LES BLOGUES

Martine Ouellet sur la sellette

31/10/2013 10:36 EDT | Actualisé 31/12/2013 05:12 EST

Mauvaise semaine au bureau pour Martine Ouellet. Son projet de loi sur les mines ( projet 43) a été torpillé par l'opposition et l'aluminerie Alcoa menace de faire une croix sur le Québec.

La position de la ministre des Ressources naturelles au sein du conseil des ministres apparaît plus fragile que jamais. Le gouvernement estime que la ministre a été victime d'une vendetta des libéraux qui lui pardonnent mal d'avoir bloqué la version précédente du projet de loi, pendant des mois.

La réalité c'est que la ministre n'a pas jugé bon de gagner des appuis auprès de la Coalition Avenir Québec (CAQ) pour faire adopter le principe du projet de loi, première étape vers son étude article par article. Appeler la CAQ une heure avant le vote, c'est ignorer le processus parlementaire et agir comme si on était majoritaire en Chambre.

Les oppositions demandaient des modifications au projet de loi, modifications sensées. La ministre a dit oui mais n'a pas voulu les coucher dans un texte amendé. Or, comme l'opposition ne lui fait pas confiance,le projet de loi est enterré, pour une 3e fois.

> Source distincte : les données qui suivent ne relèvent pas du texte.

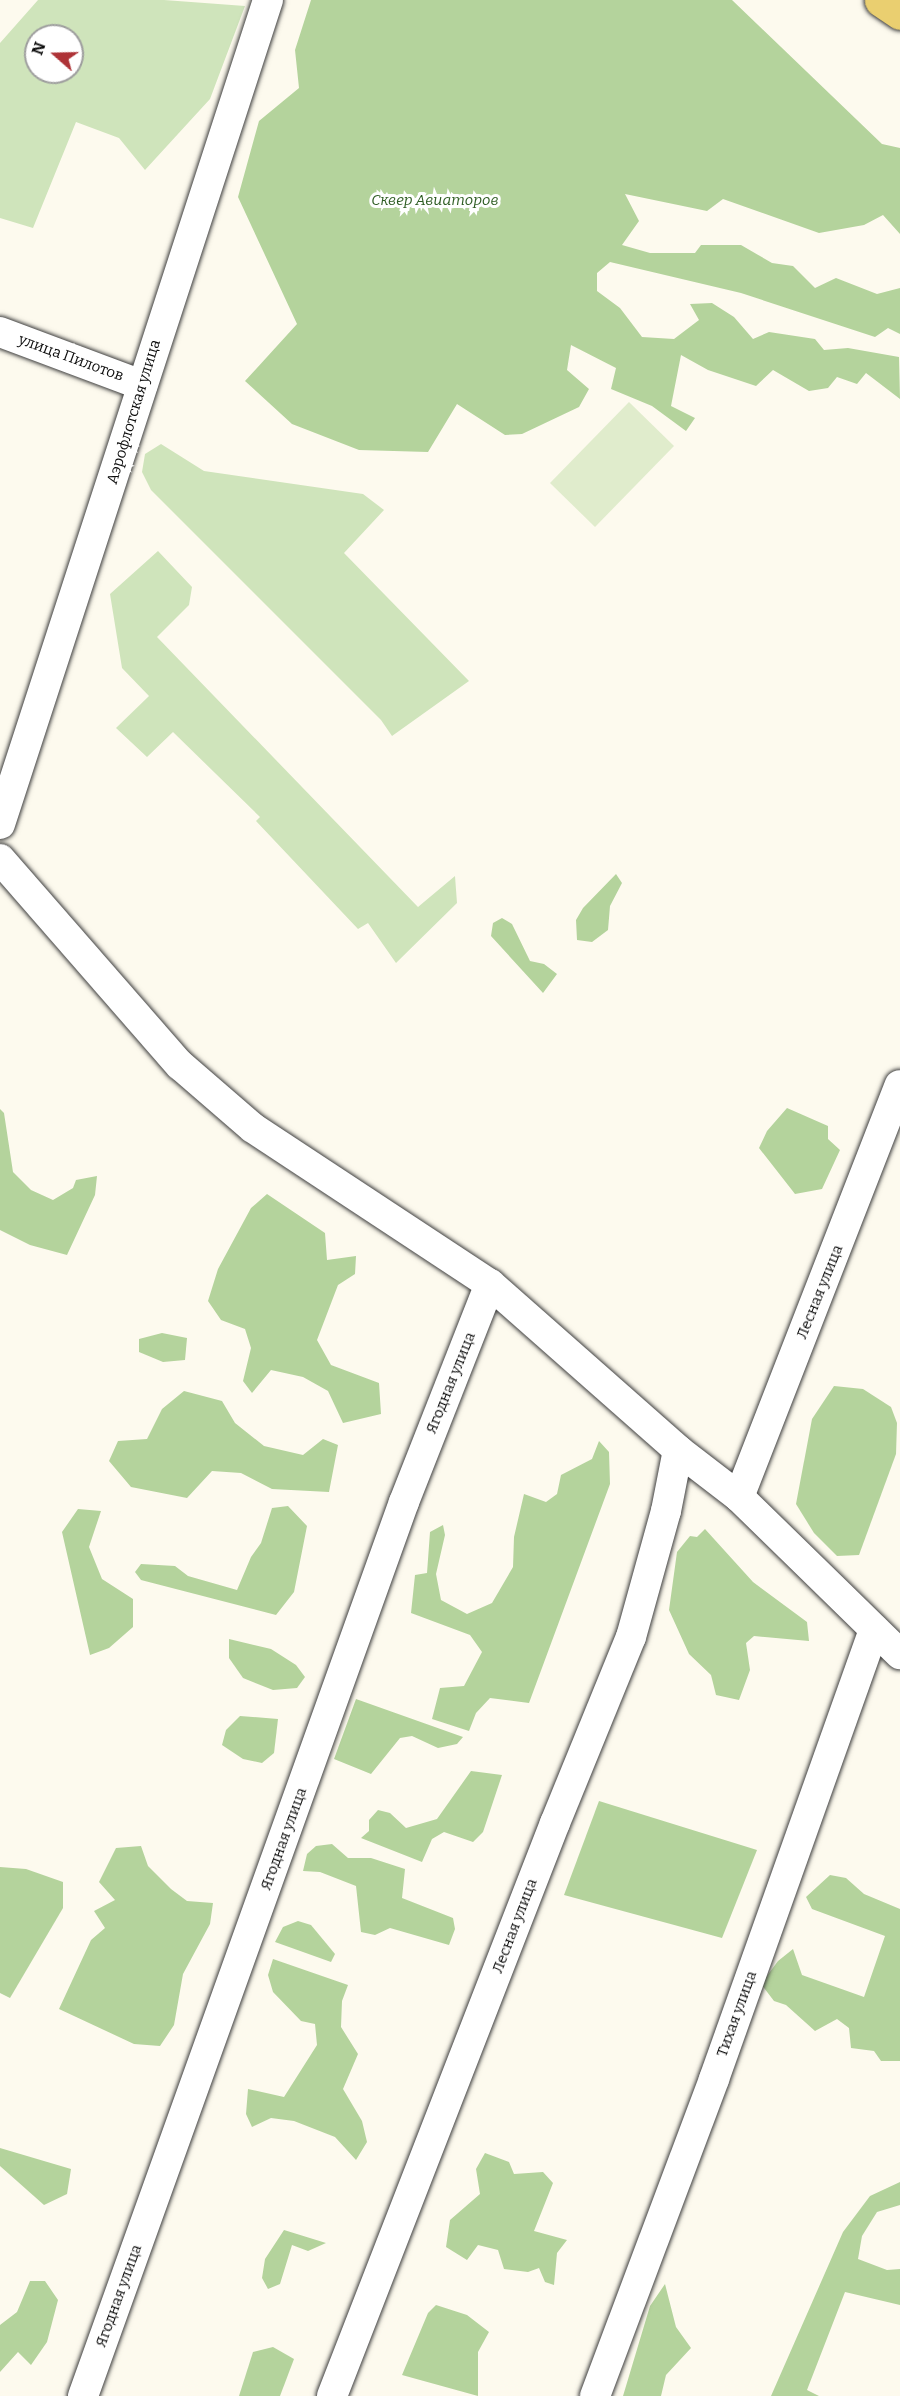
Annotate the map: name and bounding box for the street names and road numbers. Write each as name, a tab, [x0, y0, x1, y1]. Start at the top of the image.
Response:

Durant la campagne électorale, le PQ ne jurait que par cette législation et Martine Ouellet se présentait comme la championne des redevances et de la transformation des ressources naturelles.

La menace d'Alcoa de retirer ses billes du Québec a semblé prendre par surprise la première ministre Pauline Marois. Pourtant, des informations en ce sens avaient déjà filtré.

Le 12 octobre, dans Le Quotidien, la ministre envoyait paître Rio Tinto Alcan et fermait la porte à toute négociation. Elle affirmait que cette entreprise «trompait la population» sur son tarif d'électricité ajoutant que «les négociations ont déjà eu lieu et les contrats sont signés».

Interrogée à l'Assemblée nationale, Mme Marois a souligné que son entourage immédiat s'occupait du dossier et n'a pas mentionné que sa ministre était impliquée.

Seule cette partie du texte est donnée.